=== Source data ===
------------

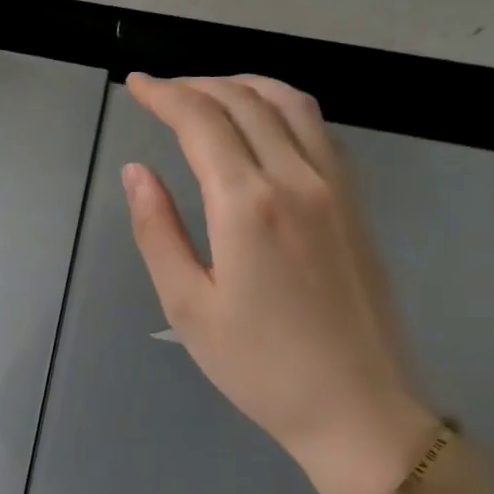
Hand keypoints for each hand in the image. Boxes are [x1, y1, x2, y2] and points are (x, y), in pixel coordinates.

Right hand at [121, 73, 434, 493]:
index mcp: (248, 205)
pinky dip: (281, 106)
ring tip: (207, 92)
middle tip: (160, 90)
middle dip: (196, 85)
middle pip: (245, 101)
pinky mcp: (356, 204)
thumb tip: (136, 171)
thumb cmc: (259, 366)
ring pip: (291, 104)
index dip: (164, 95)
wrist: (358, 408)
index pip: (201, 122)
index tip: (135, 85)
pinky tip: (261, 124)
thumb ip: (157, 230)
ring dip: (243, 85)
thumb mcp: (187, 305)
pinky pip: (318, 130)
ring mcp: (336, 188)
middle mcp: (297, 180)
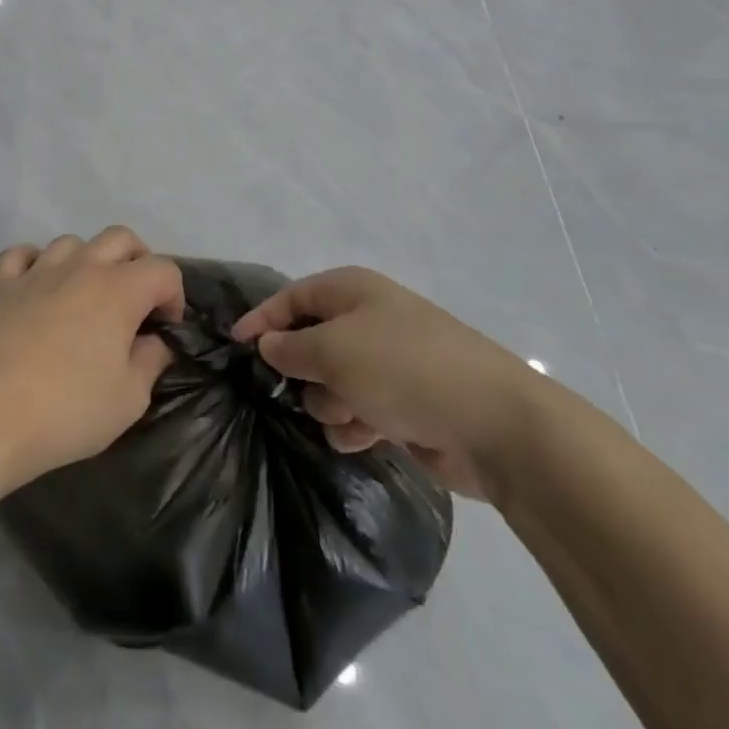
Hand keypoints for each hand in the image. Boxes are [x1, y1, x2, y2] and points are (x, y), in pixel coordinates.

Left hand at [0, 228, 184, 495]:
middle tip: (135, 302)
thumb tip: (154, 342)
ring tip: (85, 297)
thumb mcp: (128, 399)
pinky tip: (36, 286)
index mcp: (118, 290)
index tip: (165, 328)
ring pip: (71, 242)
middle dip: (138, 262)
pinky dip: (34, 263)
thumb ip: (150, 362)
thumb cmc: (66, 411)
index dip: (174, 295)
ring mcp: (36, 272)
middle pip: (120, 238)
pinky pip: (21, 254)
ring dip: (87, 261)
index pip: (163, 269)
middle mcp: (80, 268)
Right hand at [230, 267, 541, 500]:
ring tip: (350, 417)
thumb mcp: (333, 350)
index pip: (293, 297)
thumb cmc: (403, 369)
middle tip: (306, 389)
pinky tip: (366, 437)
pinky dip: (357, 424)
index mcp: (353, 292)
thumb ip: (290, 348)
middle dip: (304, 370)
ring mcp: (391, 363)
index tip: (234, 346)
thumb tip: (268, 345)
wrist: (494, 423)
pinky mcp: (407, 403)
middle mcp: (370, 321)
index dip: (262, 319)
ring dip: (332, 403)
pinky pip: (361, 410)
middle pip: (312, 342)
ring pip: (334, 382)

------------

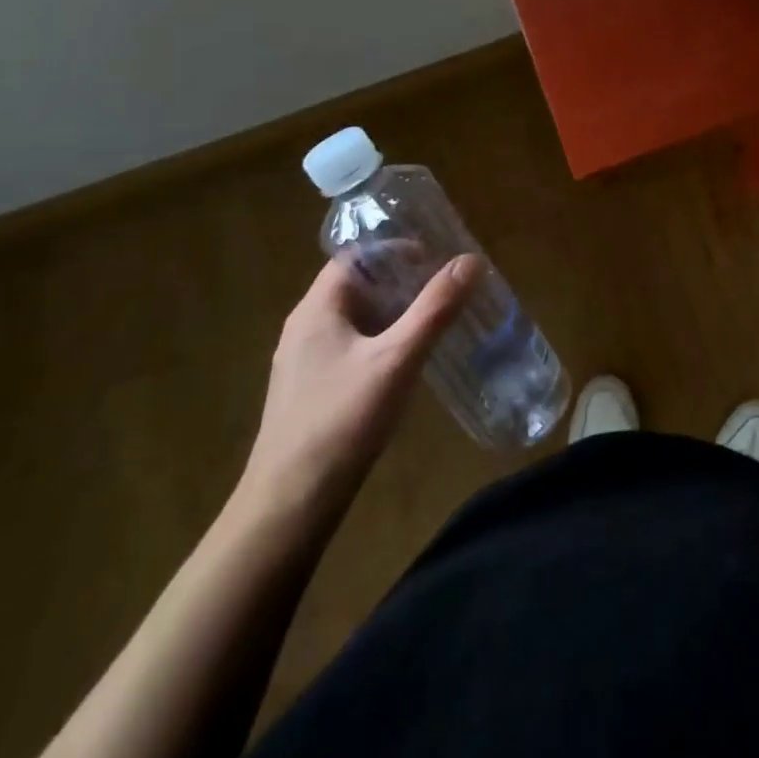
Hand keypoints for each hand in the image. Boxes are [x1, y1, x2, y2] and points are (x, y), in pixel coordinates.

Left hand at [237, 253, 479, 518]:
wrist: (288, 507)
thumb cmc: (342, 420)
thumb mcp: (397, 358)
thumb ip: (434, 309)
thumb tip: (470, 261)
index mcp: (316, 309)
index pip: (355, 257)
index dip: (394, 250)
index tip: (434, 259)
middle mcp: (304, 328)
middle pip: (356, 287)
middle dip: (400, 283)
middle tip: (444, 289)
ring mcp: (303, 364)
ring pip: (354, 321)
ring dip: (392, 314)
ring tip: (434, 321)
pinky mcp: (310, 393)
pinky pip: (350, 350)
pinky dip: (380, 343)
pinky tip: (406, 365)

------------

=== Exercise details ===
Pick out the lines above that hold the string "hand" and show them.

=== Response ===
Hand keypoints for each hand in the image. Boxes are [x1, y1, x2, y2] and points are (x, y), in pixel coordinates.
Right hand at [121, 73, 434, 493]:
Hand keypoints for each hand in the image. Boxes are [x1, y1, x2, y2] and points are (x, y), in pixel coordinates.
Left hand at [0, 228, 184, 495]:
Right hand at [230, 267, 541, 500]:
Hand keypoints for each hand in the image. Boxes are [x1, y1, x2, y2] and points are (x, y), in pixel coordinates.
Left hand at [237, 253, 479, 518]:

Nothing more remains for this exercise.